AIM OF THE EXERCISE — Return every record below exactly.

[Stored data entries]
^^^^^^^^

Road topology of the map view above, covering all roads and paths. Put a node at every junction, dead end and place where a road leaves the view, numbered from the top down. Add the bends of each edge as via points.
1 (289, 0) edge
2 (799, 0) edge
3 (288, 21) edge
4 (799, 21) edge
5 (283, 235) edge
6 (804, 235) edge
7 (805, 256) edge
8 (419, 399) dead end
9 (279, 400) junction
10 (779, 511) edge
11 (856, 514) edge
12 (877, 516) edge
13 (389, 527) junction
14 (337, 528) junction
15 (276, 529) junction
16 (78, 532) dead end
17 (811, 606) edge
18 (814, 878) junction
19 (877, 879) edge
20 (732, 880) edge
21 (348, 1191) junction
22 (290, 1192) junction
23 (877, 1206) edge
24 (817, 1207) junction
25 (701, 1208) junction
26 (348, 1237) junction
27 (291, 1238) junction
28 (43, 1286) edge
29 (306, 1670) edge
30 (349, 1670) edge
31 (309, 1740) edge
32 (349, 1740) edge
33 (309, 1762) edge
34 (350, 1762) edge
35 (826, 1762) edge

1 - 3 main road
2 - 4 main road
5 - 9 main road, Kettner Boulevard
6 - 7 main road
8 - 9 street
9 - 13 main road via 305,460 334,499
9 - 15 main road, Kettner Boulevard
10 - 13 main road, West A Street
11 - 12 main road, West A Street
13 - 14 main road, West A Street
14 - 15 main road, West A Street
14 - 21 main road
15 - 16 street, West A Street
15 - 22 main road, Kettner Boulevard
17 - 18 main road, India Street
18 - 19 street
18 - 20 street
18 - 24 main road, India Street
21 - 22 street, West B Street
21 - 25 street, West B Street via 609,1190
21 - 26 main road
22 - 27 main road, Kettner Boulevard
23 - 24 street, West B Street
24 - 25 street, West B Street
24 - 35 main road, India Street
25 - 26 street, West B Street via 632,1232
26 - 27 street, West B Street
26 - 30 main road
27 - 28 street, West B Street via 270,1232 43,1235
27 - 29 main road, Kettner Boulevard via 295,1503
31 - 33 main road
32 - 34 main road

^^^^^^^^

EXERCISE RESPONSE —
Road topology of the map view above, covering all roads and paths. Put a node at every junction, dead end and place where a road leaves the view, numbered from the top down. Add the bends of each edge as via points.
1 (289, 0) edge
2 (799, 0) edge
3 (288, 21) edge
4 (799, 21) edge
5 (283, 235) edge
6 (804, 235) edge
7 (805, 256) edge
8 (419, 399) dead end
9 (279, 400) junction
10 (779, 511) edge
11 (856, 514) edge
12 (877, 516) edge
13 (389, 527) junction
14 (337, 528) junction
15 (276, 529) junction
16 (78, 532) dead end
17 (811, 606) edge
18 (814, 878) junction
19 (877, 879) edge
20 (732, 880) edge
21 (348, 1191) junction
22 (290, 1192) junction
23 (877, 1206) edge
24 (817, 1207) junction
25 (701, 1208) junction
26 (348, 1237) junction
27 (291, 1238) junction
28 (43, 1286) edge
29 (306, 1670) edge
30 (349, 1670) edge
31 (309, 1740) edge
32 (349, 1740) edge
33 (309, 1762) edge
34 (350, 1762) edge
35 (826, 1762) edge

1 - 3 main road
2 - 4 main road
5 - 9 main road, Kettner Boulevard
6 - 7 main road
8 - 9 street
9 - 13 main road via 305,460 334,499
9 - 15 main road, Kettner Boulevard
10 - 13 main road, West A Street
11 - 12 main road, West A Street
13 - 14 main road, West A Street
14 - 15 main road, West A Street
14 - 21 main road
15 - 16 street, West A Street
15 - 22 main road, Kettner Boulevard
17 - 18 main road, India Street
18 - 19 street
18 - 20 street
18 - 24 main road, India Street
21 - 22 street, West B Street
21 - 25 street, West B Street via 609,1190
21 - 26 main road
22 - 27 main road, Kettner Boulevard
23 - 24 street, West B Street
24 - 25 street, West B Street
24 - 35 main road, India Street
25 - 26 street, West B Street via 632,1232
26 - 27 street, West B Street
26 - 30 main road
27 - 28 street, West B Street via 270,1232 43,1235
27 - 29 main road, Kettner Boulevard via 295,1503
31 - 33 main road
32 - 34 main road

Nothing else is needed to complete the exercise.